**The input**
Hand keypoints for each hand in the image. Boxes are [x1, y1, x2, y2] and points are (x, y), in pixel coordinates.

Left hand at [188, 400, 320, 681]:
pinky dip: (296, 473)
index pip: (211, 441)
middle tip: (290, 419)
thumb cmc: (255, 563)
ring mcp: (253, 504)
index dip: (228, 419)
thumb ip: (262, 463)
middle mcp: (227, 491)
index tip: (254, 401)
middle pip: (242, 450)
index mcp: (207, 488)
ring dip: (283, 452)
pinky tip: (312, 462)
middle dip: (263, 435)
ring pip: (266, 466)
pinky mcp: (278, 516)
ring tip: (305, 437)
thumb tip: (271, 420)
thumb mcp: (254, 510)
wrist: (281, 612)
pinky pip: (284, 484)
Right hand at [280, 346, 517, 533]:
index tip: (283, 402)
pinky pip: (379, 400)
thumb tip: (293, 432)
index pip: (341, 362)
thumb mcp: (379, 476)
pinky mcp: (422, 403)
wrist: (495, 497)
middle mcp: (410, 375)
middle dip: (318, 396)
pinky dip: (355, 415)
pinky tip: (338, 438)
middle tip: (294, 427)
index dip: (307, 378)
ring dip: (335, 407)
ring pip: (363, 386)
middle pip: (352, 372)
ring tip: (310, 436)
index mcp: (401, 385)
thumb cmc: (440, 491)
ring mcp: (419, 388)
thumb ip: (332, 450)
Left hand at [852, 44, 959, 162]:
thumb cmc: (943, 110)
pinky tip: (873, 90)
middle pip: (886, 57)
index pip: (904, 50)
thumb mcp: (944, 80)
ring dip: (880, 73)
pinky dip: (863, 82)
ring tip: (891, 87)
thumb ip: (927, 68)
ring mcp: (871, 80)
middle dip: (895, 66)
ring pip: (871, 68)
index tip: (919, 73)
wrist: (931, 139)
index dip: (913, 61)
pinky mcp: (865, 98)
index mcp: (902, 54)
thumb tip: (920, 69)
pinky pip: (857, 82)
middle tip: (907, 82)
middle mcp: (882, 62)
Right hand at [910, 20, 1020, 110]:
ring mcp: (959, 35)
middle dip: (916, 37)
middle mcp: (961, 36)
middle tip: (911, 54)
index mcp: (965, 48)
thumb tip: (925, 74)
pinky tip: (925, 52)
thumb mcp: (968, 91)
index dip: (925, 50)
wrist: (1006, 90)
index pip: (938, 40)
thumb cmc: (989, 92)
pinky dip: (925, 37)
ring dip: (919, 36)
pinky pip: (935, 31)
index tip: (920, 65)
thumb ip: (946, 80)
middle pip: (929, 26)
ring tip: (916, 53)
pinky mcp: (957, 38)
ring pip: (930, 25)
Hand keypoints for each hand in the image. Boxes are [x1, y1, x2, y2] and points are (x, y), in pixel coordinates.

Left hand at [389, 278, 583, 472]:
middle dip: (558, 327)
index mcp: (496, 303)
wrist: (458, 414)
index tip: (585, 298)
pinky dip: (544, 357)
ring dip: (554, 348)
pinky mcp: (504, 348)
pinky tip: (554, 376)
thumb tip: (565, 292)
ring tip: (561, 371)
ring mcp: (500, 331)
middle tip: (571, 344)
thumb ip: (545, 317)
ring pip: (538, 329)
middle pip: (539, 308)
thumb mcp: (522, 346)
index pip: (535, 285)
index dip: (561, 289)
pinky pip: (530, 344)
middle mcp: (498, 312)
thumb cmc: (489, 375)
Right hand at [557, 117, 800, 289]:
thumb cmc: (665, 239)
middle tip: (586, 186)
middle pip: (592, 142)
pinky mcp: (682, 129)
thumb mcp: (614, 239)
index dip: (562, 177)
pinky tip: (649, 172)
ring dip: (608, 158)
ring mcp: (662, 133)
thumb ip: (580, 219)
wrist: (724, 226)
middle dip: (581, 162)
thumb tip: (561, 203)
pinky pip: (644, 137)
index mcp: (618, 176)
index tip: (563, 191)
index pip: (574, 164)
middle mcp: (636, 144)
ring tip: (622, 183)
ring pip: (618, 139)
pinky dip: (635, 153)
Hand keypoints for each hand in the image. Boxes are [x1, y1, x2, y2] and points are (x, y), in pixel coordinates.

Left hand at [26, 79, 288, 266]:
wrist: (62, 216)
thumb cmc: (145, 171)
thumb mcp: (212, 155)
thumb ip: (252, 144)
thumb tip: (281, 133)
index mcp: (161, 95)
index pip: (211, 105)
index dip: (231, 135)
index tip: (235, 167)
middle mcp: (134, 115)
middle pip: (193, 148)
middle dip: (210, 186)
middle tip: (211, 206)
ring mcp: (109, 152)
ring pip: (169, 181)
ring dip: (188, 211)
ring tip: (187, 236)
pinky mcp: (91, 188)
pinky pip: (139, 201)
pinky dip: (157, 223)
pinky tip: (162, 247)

* * *

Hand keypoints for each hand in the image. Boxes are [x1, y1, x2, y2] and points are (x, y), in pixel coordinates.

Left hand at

**Task statement**
The required answer is the exact run of lines above starting at the line with "middle tip: (294, 427)" and ending at the line with "middle mcp: (882, 62)", with both ends present.

**Task response**
middle tip: (294, 427)
index dip: (307, 378)
ring dip: (335, 407)
ring pip: (363, 386)
middle pip: (352, 372)
ring tip: (310, 436)
index mcp: (401, 385)
thumb cmc: (440, 491)
ring mcp: (419, 388)
thumb ip: (332, 450)
Left hand at [852, 44, 959, 162]:
thumb cmc: (943, 110)
pinky tip: (873, 90)
middle pip: (886, 57)
index pip: (904, 50)
thumb mcp: (944, 80)
ring dip: (880, 73)
pinky dip: (863, 82)
ring tip: (891, 87)
thumb ip: (927, 68)
ring mcp: (871, 80)
middle dip: (895, 66)
ring pip: (871, 68)
index tip: (919, 73)
wrist: (931, 139)
index dip: (913, 61)
pinky mcp: (865, 98)
index mcp: (902, 54)
thumb tip: (920, 69)
pinky pip: (857, 82)
middle tip: (907, 82)
middle mcp: (882, 62)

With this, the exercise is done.